Authors: García-Meléndez, E.*, Espín de Gea, A.**, Ferrer-Julià, M. *, López, E. **, Cruz, J.A. *, Carreño, F. **, Rodríguez, I. *, Valenzuela, P., Reyes, M. **, Colmenero Hidalgo, E. *, Coronado, I. *,
*Environmental Geology, Quaternary and Geodiversity Research Group (Q-GEO), Faculty of Biological and Environmental Sciences. University of León. León
**Geological-Mining Technological Unit of the Marble, Stone and Materials Technological Centre (CTM).
In this work, hyperspectral images acquired with terrestrial sensors are used in a novel application at international level that lies in real-time experimentation in the production process in ornamental carbonate rock quarries in order to locate and map the mineral composition of vertical quarry faces, cut rock slabs, etc. using imaging spectroscopy techniques. This cutting-edge technology based on proximity remote sensing will improve the selection and classification of useful material in the quarry, avoiding the transport of large pieces to the cutting sheds that would ultimately be rejected, thus improving the efficiency of the quarry and improving the compositional characterisation of the material to contribute to more efficient and sustainable extraction. One of the benefits will be the evaluation and implementation of new environmentally sensitive mining techniques available to companies to help achieve and secure a sustainable supply of raw materials to the European economy, increasing the benefits to society as a whole.
The selection of the type of rock for a given use is basic to any project in which it is to be used (construction, etc.), as there is no such thing as a bad rock, only a badly used one. Ornamental rock may have characteristics that mean that, for example, it cannot be marketed in a given country, that it cannot be used outdoors but can be used indoors, or that it is better suited to a wet or dry climate. For this reason, the regulations require an initial analysis of the physical and chemical characteristics of the material. However, the intrinsic spatial variations of this natural product make it difficult to maintain, at times, the uniformity of specific characteristics throughout the exploitation of the resource due to the heterogeneity of natural products.
The University of León and the Technological Centre of Marble, Stone and Materials (CTM), through the HYPOPROCKS project financed with European funds through the Ministry of Science, Innovation and Universities, propose to improve the exploitation of quarries through the application of remote sensing proximal sensor technology (image spectrometry, or hyperspectral imaging). This technology is similar to that used by satellite remote sensors, also applying the same analysis methods, but, in this case, it works with images obtained at close range in the field, laboratory and drones.

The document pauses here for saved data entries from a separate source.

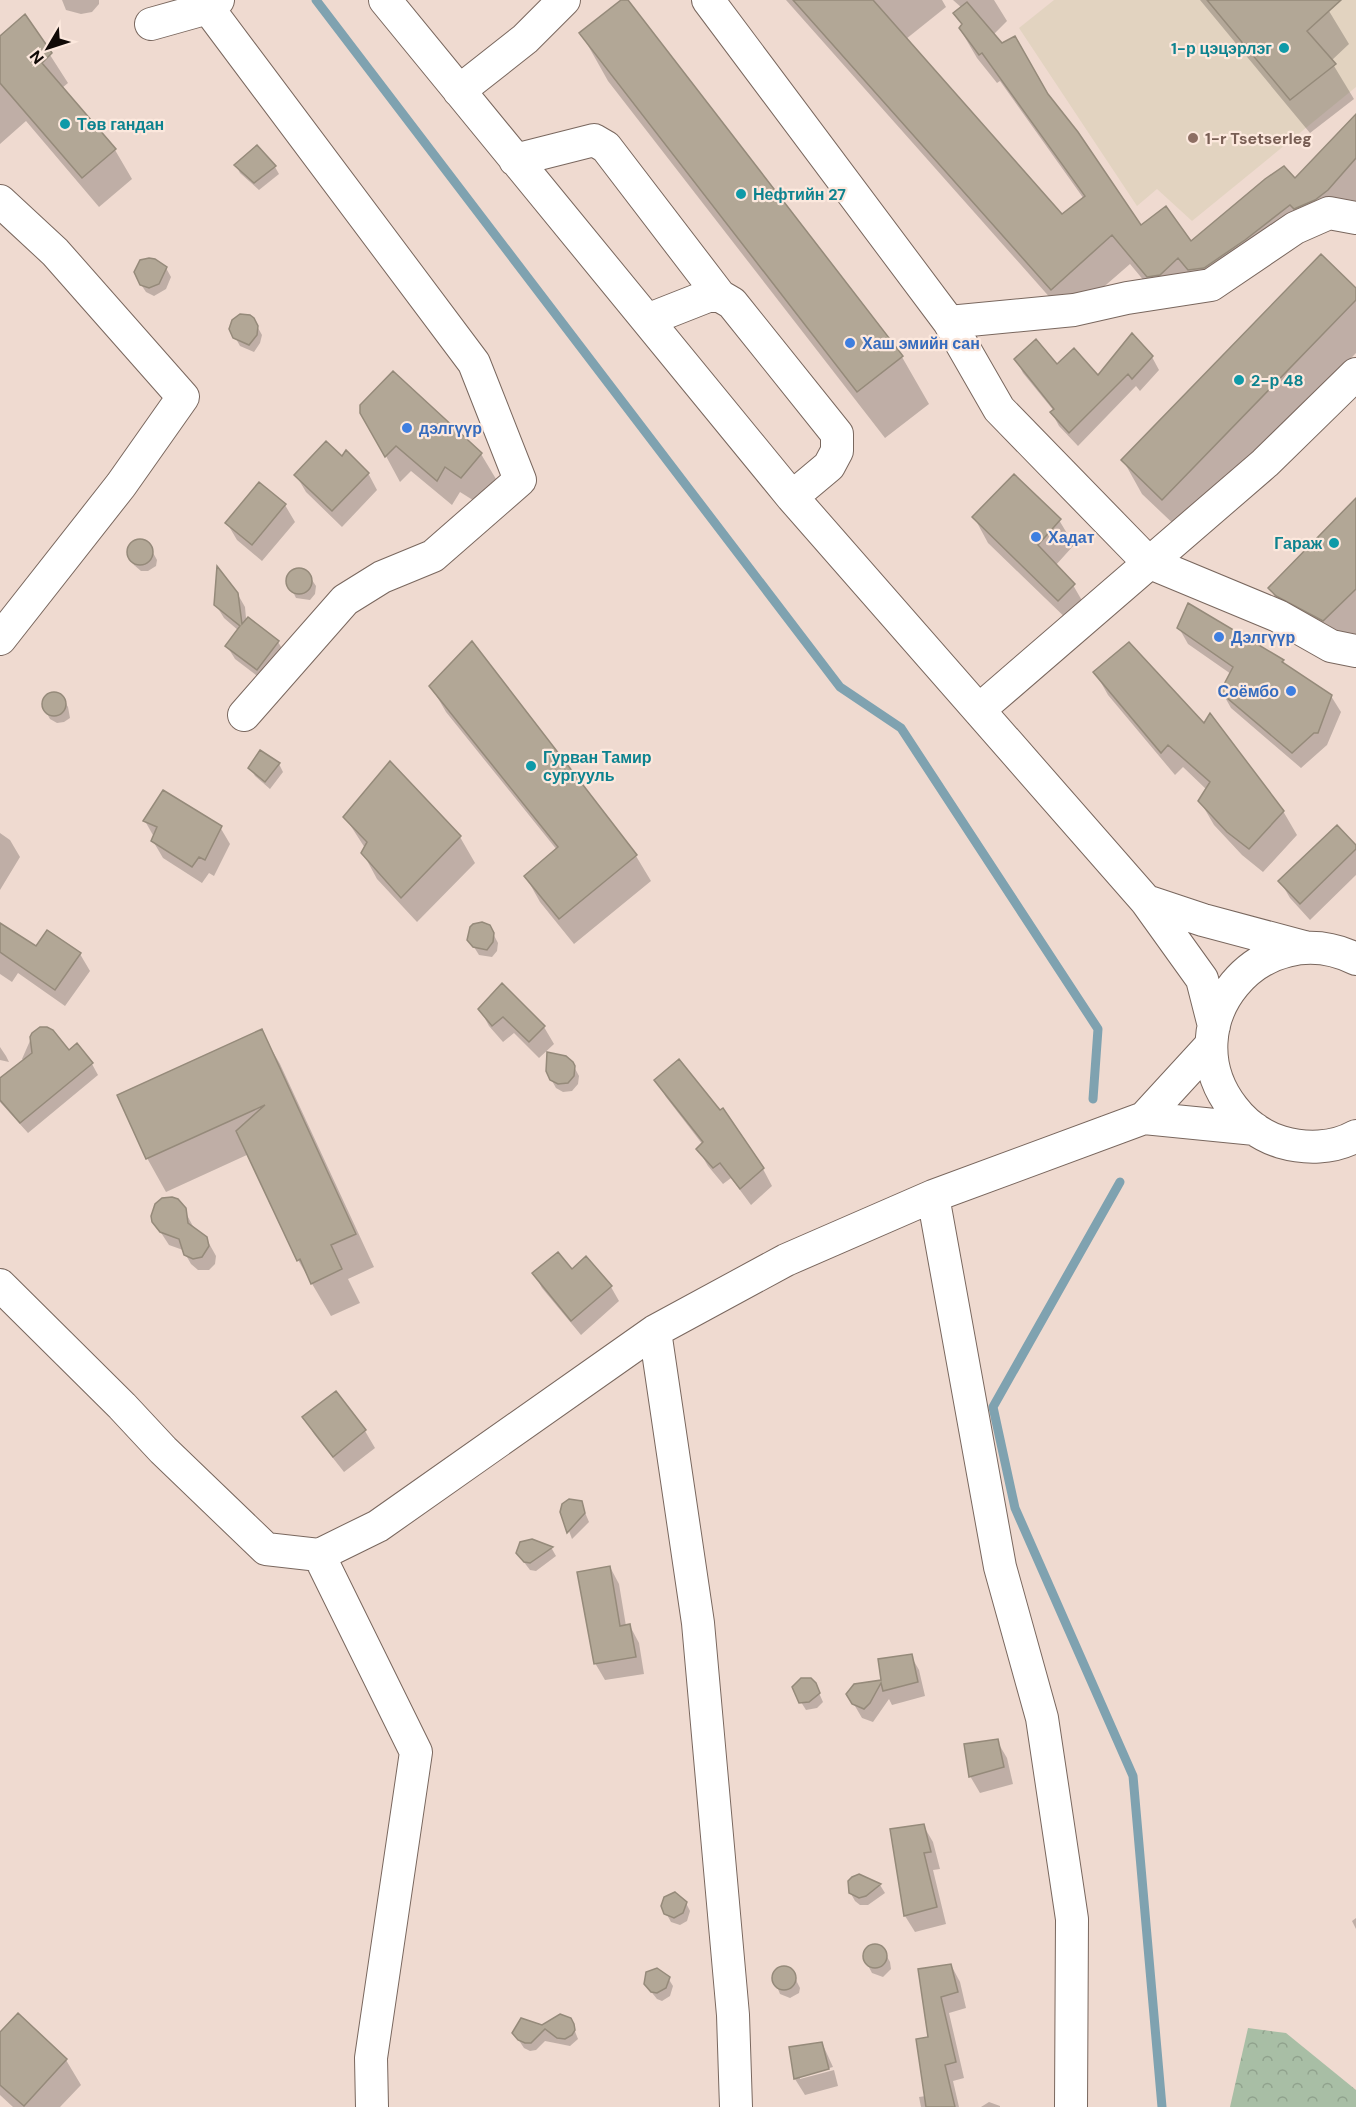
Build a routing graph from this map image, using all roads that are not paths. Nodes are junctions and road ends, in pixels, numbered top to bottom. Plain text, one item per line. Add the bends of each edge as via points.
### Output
1 (385, 0) edge
2 (564, 0) edge
3 (708, 0) edge
4 (213, 4) edge
5 (151, 24) dead end
6 (459, 91) junction
7 (515, 160) junction
8 (0, 201) edge
9 (1356, 218) edge
10 (720, 296) junction
11 (647, 320) junction
12 (949, 322) junction
13 (1356, 374) edge
14 (792, 497) junction
15 (1148, 562) junction
16 (0, 639) edge
17 (1356, 651) edge
18 (980, 709) junction
19 (244, 715) dead end
20 (1146, 901) junction
21 (1356, 943) edge
22 (1315, 948) junction
23 (1356, 959) edge
24 (1213, 1035) junction
25 (1144, 1118) junction
26 (1255, 1129) junction
27 (1356, 1136) edge
28 (1312, 1147) junction
29 (1356, 1162) edge
30 (933, 1196) junction
31 (0, 1284) edge
32 (655, 1331) junction
33 (319, 1555) junction
34 (372, 2107) edge
35 (736, 2107) edge
36 (1071, 2107) edge

1 - 6 street
2 - 6 street via 525,39
3 - 12 street
4 - 5 street
4 - 19 street via 474,363 520,480 433,556 382,577 345,600
6 - 7 street
7 - 10 street via 594,140 606,147
7 - 11 street
8 - 16 street via 55,252 183,397
9 - 12 street via 1329,213 1295,228 1211,285 1074,310
10 - 11 street via 708,296
10 - 14 street via 732,303 837,434 837,451 829,466
11 - 14 street
12 - 15 street via 999,409
13 - 15 street via 1265,463
14 - 18 street
15 - 17 street via 1278,616 1331,646
15 - 18 street
18 - 20 street
20 - 22 street via 1203,920
20 - 24 street via 1202,978
21 - 22 street
22 - 23 street
22 - 24 street via 1273,956 1246,971 1220,1005
24 - 25 street
24 - 26 street via 1213,1065 1218,1083 1239,1117
25 - 26 street
25 - 30 street
26 - 28 street via 1272,1139
27 - 28 street via 1333,1145
28 - 29 street
30 - 32 street via 786,1260
30 - 36 street via 1000,1567 1042,1718 1072,1919
31 - 33 street via 266,1549
32 - 33 street via 378,1526
32 - 35 street via 698,1623 733,2015
33 - 34 street via 416,1752 371,2058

In this way, the mineralogical characteristics of the different quarry faces that appear throughout the exploitation period are monitored. Specifically, the project focuses on a mineral resource context that includes limestone, marble and dolomite, both for ornamental and other uses. All of them are carbonates, which means that they share spectral characteristics that allow a comprehensive approach using this technology. In industry, carbonate rocks are one of the essential materials used in many sectors, such as ornamental rocks, construction, in the cement industry or in the agricultural industry, and represent 50.44 % of the employability in the Spanish mining sector (according to the report ‘Estadística Minera 2019’ of the Secretary of State for Energy). However, the observations were also extended additionally to other ornamental rocks such as granitic rocks, with samples provided by the INGEMAR business group. The aforementioned project is related to the State Plan for R&D&I oriented to the Challenges of Society, in the challenge ‘action on climate change and efficiency in the use of resources and raw materials’, thematic priority ‘efficiency in the use of resources and raw materials’. It also corresponds to the challenge of the Horizon Europe Research Framework related to raw materials, especially non-energy and non-agricultural raw materials.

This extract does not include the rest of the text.